Using a third-party WebSocket library can save time upfront, but it’s not without risk of introducing a vulnerability.
For example, according to Snyk, email@example.com introduces a DOS vulnerability before being patched in websockets@10.
Here's one more example of a Regular Expression Denial of Service (ReDoS) vulnerability introduced by the third-party ws package, which has since been solved.
Newer WebSocket libraries (or newer WebSocket library versions) may be more susceptible to vulnerabilities due to the fact they haven’t yet been battle-tested.
Additionally, watch out for older or unmaintained WebSocket libraries. Often, libraries with known vulnerabilities don’t get fixed due to a lack of maintainers.
A vulnerable or outdated dependency may be susceptible to any of the common WebSocket vulnerabilities described in this post.
Malicious actors can exploit these vulnerabilities to gain access to sensitive data or take control of the application entirely.
- Use a commercial WebSocket-based API like Ably, which is actively maintained by a dedicated team, frequently undergoes penetration testing, and has a respectable vulnerability disclosure policy (bug bounty).
- Carefully inspect any open source dependency you add to your WebSocket server, as it may have an outstanding vulnerability.
- Keep open source dependencies updated to ensure you have the latest security patches, reducing the risk of an exploit.
- Optionally use an integration such as Snyk to continuously perform security scanning on your open source dependencies and detect potential vulnerabilities.
To wrap up this post, let's cover some of the most commonly-asked questions about WebSocket security.
Yes, it's highly recommended to use SSL encryption with WebSockets (wss) to prevent eavesdropping and tampering by malicious actors. Using SSL also helps to maintain the integrity and confidentiality of the communication and prevents various security vulnerabilities that can arise when data is transmitted over an unencrypted connection.
WebSockets are very secure when used over an encrypted SSL connection (wss) and you follow the WebSocket security best practices described in this post. Secure authentication, authorization, and input validation are crucial for preventing unauthorized access and attacks. Regular updates to libraries and ongoing testing contribute to overall security.
Comprehensive WebSocket security testing requires a deep understanding of the WebSocket protocol and practical experience in both manual and automated security testing techniques.

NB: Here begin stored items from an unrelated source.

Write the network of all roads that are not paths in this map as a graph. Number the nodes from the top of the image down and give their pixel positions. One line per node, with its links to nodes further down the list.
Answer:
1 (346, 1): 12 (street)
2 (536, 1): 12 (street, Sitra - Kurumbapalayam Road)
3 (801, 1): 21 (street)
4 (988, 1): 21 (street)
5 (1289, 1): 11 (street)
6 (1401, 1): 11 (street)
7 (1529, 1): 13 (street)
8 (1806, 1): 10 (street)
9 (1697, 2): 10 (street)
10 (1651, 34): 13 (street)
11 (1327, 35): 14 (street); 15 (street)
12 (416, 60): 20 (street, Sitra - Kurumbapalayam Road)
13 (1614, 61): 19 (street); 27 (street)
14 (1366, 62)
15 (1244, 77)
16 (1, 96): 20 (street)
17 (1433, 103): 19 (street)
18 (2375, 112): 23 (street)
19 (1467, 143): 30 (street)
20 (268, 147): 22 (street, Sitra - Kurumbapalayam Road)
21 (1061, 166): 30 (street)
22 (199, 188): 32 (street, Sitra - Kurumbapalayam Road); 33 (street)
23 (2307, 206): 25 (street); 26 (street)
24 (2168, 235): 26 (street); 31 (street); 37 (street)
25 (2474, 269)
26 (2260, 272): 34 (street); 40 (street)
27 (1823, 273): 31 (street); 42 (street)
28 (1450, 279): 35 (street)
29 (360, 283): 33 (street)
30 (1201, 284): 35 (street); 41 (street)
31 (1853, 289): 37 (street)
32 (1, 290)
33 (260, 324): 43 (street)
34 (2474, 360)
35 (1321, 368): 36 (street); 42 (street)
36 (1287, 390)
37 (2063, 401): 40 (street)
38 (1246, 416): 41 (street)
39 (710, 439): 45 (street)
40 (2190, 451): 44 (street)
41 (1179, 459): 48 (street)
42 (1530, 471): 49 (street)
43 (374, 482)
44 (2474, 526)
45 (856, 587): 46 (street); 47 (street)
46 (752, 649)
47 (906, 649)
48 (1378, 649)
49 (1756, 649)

Open tools like STEWS can detect known WebSocket vulnerabilities while commercial security tools like Burp Suite exist to intercept and manipulate WebSocket frames with ease, however they won't catch everything. Perform manual testing and fuzzing to identify unexpected behavior or vulnerabilities that automated tools might miss.
If you lack experience in WebSocket security testing, consider consulting with security experts or penetration testers who specialize in this area, as the consequences of poor WebSockets security can be dire.